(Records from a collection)
+-------+

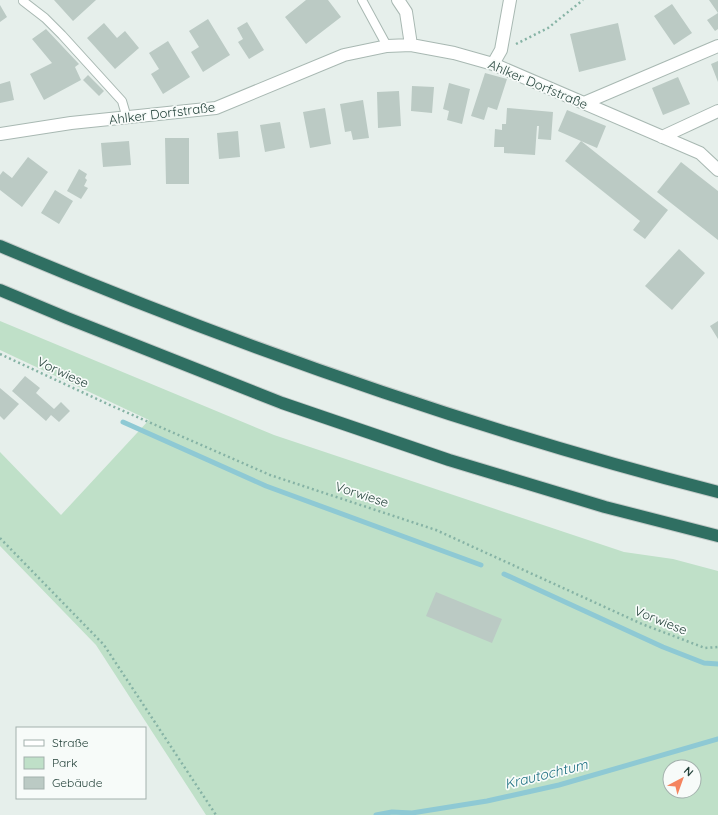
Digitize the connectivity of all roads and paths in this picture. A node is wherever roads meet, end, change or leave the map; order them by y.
1 (362, 0) edge
2 (398, 0) edge
3 (510, 0) edge
4 (583, 0) edge
5 (23, 1) dead end
6 (411, 45) junction
7 (387, 46) junction
8 (718, 46) edge
9 (501, 50) junction
10 (493, 64) junction
11 (584, 103) junction
12 (718, 111) edge
13 (127, 118) junction
14 (0, 134) edge
15 (662, 137) junction
16 (718, 170) edge
17 (0, 246) edge
18 (0, 290) edge
19 (0, 354) edge
20 (718, 492) edge
21 (718, 536) edge
22 (0, 538) edge
23 (718, 647) edge
24 (216, 815) edge

1 - 7 lane
2 - 6 street
3 - 9 street
4 - 9 path
5 - 13 lane
6 - 7 street, Ahlker Dorfstraße
6 - 10 street, Ahlker Dorfstraße
7 - 13 street, Ahlker Dorfstraße
8 - 11 street
9 - 10 street
10 - 11 street, Ahlker Dorfstraße
11 - 15 street, Ahlker Dorfstraße
12 - 15 street
13 - 14 street, Ahlker Dorfstraße
15 - 16 street, Ahlker Dorfstraße
17 - 20 highway
18 - 21 highway
19 - 23 path, Vorwiese
22 - 24 path

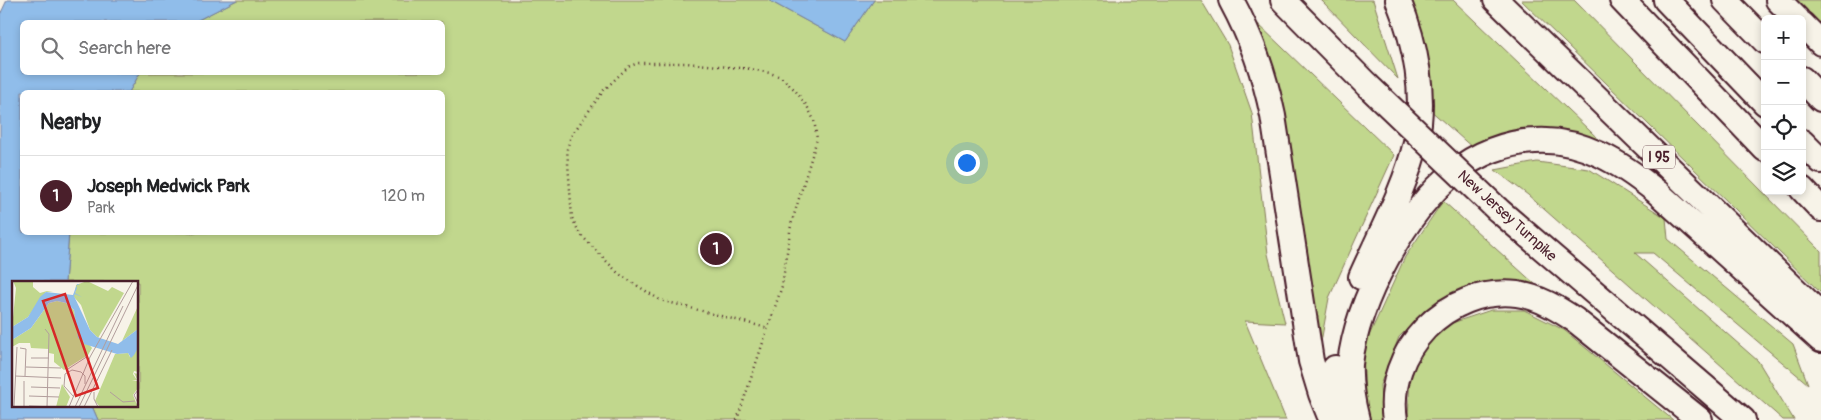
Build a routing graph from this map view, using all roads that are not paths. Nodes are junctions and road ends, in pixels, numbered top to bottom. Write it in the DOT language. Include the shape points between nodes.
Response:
graph roads {
  1 [pos="1231,0"];
  2 [pos="1283,0"];
  3 [pos="1398,0"];
  4 [pos="1496,0"];
  5 [pos="1622,0"];
  6 [pos="1666,0"];
  7 [pos="1724,0"];
  8 [pos="1778,0"];
  9 [pos="1793,15"];
  10 [pos="1806,28"];
  11 [pos="1761,37"];
  12 [pos="1821,43"];
  13 [pos="1806,83"];
  14 [pos="1761,99"];
  15 [pos="1821,99"];
  16 [pos="1761,145"];
  17 [pos="1806,193"];
  18 [pos="1821,209"];
  19 [pos="1821,315"];
  20 [pos="1821,340"];
  21 [pos="1331,420"];
  22 [pos="1338,420"];
  23 [pos="1357,420"];
  24 [pos="1394,420"];
  25 [pos="1700,420"];
  26 [pos="1742,420"];
  1 -- 21 [label="highway" via="1255,49 1266,82 1312,361 1320,394"];
  2 -- 26 [label="highway, New Jersey Turnpike, bridge" via="1497,209"];
  3 -- 22 [label="highway" via="1417,68 1421,104 1416,141 1407,174 1350,303 1340,334 1334,396"];
  4 -- 19 [label="highway, I 95"];
  5 -- 16 [label="highway"];
  6 -- 14 [label="highway"];
  7 -- 11 [label="highway"];
  8 -- 9 [label="highway"];
  10 -- 12 [label="highway"];
  13 -- 15 [label="highway"];
  17 -- 18 [label="highway"];
  20 -- 23 [label="highway" via="1632,172 1586,148 1562,142 1535,141 1509,145 1480,156 1455,171 1431,194 1394,246 1355,336 1350,393"];
  24 -- 25 [label="highway" via="1396,382 1414,339 1449,309 1470,298 1494,294 1516,294 1556,307"];
}
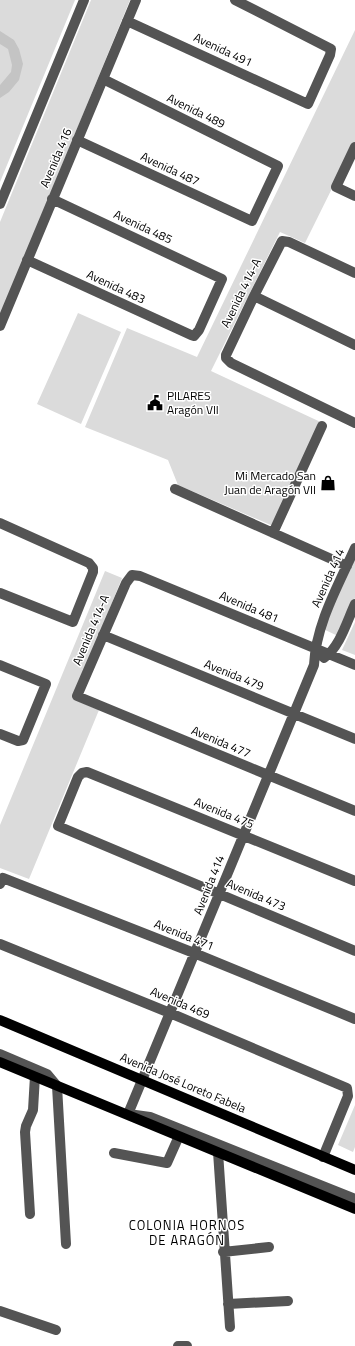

+-------+

WHAT TO PRODUCE:
Determine how many lines of the data contain the word "Ahlker", and reply with that number only.

TASK ANSWER:
7